I wrote last month
about the extreme stigma of the sex offender designation. Today I'm bracing for the backlash from an AP story
by Michael Hill citing me on this point. I referred Mr. Hill to Jill Levenson, who (along with Leo Cotter) published her survey of released Florida sex offenders in an issue of Journal of Contemporary Criminal Justice
on collateral sanctions (Richard Tewksbury also has a nice piece on this subject in the same issue, using data from Kentucky). Here is Mr. Hill's lead:
Clamps are coming down on released sex offenders like never before. Laws restrict where they can go, Web sites list their names, satellites track their steps. Leery neighbors and bosses force them from their homes and jobs. The full-court press that comes after high profile cases around the nation is being done for public safety. But is it possible to push sex offenders so far to the fringes actually makes them more dangerous to society?

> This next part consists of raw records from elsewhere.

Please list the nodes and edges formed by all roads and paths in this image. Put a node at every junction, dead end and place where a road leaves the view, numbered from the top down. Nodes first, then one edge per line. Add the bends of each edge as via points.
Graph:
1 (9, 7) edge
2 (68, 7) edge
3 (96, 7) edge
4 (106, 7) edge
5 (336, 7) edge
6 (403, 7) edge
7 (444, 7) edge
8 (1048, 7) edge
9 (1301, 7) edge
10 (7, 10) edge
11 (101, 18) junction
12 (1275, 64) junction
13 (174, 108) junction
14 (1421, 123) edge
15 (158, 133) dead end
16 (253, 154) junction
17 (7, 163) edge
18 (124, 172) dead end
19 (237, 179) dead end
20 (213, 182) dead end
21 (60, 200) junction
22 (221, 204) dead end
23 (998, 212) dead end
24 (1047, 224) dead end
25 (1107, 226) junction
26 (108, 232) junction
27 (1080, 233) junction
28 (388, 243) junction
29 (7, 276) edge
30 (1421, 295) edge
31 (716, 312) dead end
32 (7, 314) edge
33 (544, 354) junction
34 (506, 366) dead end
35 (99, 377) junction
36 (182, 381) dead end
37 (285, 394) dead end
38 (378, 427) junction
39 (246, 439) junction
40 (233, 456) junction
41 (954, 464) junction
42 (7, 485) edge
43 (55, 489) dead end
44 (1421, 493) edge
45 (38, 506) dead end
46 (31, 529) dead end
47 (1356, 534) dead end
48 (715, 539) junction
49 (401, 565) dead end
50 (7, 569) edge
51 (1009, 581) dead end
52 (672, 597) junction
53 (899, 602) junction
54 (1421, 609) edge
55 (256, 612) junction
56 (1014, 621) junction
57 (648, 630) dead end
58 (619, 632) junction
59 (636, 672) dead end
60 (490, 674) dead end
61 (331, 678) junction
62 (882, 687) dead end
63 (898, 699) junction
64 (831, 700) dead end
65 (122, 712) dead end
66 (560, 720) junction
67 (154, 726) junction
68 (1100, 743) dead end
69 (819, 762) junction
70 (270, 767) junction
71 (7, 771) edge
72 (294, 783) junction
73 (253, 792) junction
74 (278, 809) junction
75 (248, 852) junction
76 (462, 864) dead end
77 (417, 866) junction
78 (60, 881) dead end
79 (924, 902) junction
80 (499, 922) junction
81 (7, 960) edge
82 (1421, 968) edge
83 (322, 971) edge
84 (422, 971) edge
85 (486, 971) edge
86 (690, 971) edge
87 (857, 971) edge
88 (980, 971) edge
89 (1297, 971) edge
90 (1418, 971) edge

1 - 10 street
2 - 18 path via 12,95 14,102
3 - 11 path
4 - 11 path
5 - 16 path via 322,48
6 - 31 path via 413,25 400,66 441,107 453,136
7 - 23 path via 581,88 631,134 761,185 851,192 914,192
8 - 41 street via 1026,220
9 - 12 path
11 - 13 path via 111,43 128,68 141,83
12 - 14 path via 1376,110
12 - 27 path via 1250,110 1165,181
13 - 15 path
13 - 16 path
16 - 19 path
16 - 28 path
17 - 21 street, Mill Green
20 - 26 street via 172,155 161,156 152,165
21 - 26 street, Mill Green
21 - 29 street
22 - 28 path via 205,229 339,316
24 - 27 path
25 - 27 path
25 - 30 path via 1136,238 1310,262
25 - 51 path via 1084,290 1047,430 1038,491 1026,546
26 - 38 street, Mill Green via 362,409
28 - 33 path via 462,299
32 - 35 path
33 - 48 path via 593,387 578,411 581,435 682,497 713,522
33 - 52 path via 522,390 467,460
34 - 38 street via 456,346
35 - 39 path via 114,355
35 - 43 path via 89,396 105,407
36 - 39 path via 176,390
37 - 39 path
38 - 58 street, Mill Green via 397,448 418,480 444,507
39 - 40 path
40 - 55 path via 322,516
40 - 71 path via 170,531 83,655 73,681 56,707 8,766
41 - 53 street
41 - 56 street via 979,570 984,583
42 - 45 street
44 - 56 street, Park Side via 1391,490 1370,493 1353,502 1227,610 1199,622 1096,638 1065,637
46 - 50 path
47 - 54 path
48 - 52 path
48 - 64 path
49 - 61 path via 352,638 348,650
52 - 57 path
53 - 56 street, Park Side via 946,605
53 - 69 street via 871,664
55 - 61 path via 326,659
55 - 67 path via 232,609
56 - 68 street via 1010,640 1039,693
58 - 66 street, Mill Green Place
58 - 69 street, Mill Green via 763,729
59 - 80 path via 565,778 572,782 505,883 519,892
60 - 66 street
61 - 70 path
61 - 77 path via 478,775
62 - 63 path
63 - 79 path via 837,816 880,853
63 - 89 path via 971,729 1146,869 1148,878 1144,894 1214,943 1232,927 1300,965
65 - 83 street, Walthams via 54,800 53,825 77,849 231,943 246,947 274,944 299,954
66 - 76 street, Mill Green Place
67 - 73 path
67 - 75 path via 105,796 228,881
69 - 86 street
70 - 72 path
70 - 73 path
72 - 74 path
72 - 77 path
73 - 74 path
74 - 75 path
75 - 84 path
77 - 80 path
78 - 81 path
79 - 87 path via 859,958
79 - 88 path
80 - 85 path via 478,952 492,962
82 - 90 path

This question seems absolutely fundamental to the scientific study of prisoner reentry and the policy move toward restorative justice. When, if ever, does social control begin to compromise rather than enhance public safety? Todd Clear
and others are asking this more generally about the impact of incarceration on communities. But "sex offender" is the ideal type here -- rivaling "terrorist," "nazi," "serial killer," or "satanist" as the most stigmatized designation in contemporary American society. Both the Levenson and Cotter piece and the Tewksbury article find that sex offenders report job losses, housing problems, and threats of harassment today. Criminal justice policy toward them is clearly based on "stigmatizing" rather than "reintegrative" shaming, to adopt John Braithwaite's
distinction. Of course, there are some compelling reasons for identifying and supervising this group closely. According to a Bureau of Justice Statistics study
, those convicted of sex offenses do seem to persist later in life than other sorts of criminals. Nevertheless, their 3-year rearrest rate (43% overall, 5% for new sex crimes) is lower than those convicted of other sorts of crime (68% overall, 1% for new sex crimes). So, while the flatter age profile and potential severity of their crimes may justify greater scrutiny, most of the people convicted of sex crimes do not appear to be irredeemable or "life-course persistent" offenders (at least as measured by arrest).
In my view, the application and management of stigma should be getting much more attention from sociologists. I've argued before
that if any Durkheims were in grad school today, they might be gathering dissertation data at sex offender community notification meetings (observing distinctions between the normal and pathological, the sacred and profane, the exercise of collective conscience, and the effervescence of crowds). If I were advising a modern-day Durkheim, however, I might try to talk her out of such potential career suicide (steering her to a safer diss topic, such as Suicide
!). Whenever an article like this appears, I always get some emails from supporters (thanking me for my "courage"), detractors (asking me how I'd feel if my family were victimized or questioning my motivations), and broadcast media (inviting me to take an indefensible position in a public debate). The issue is clearly a lightning rod, in need of some good sociological scholarship that could help guide policy, or at least help us understand our current practices.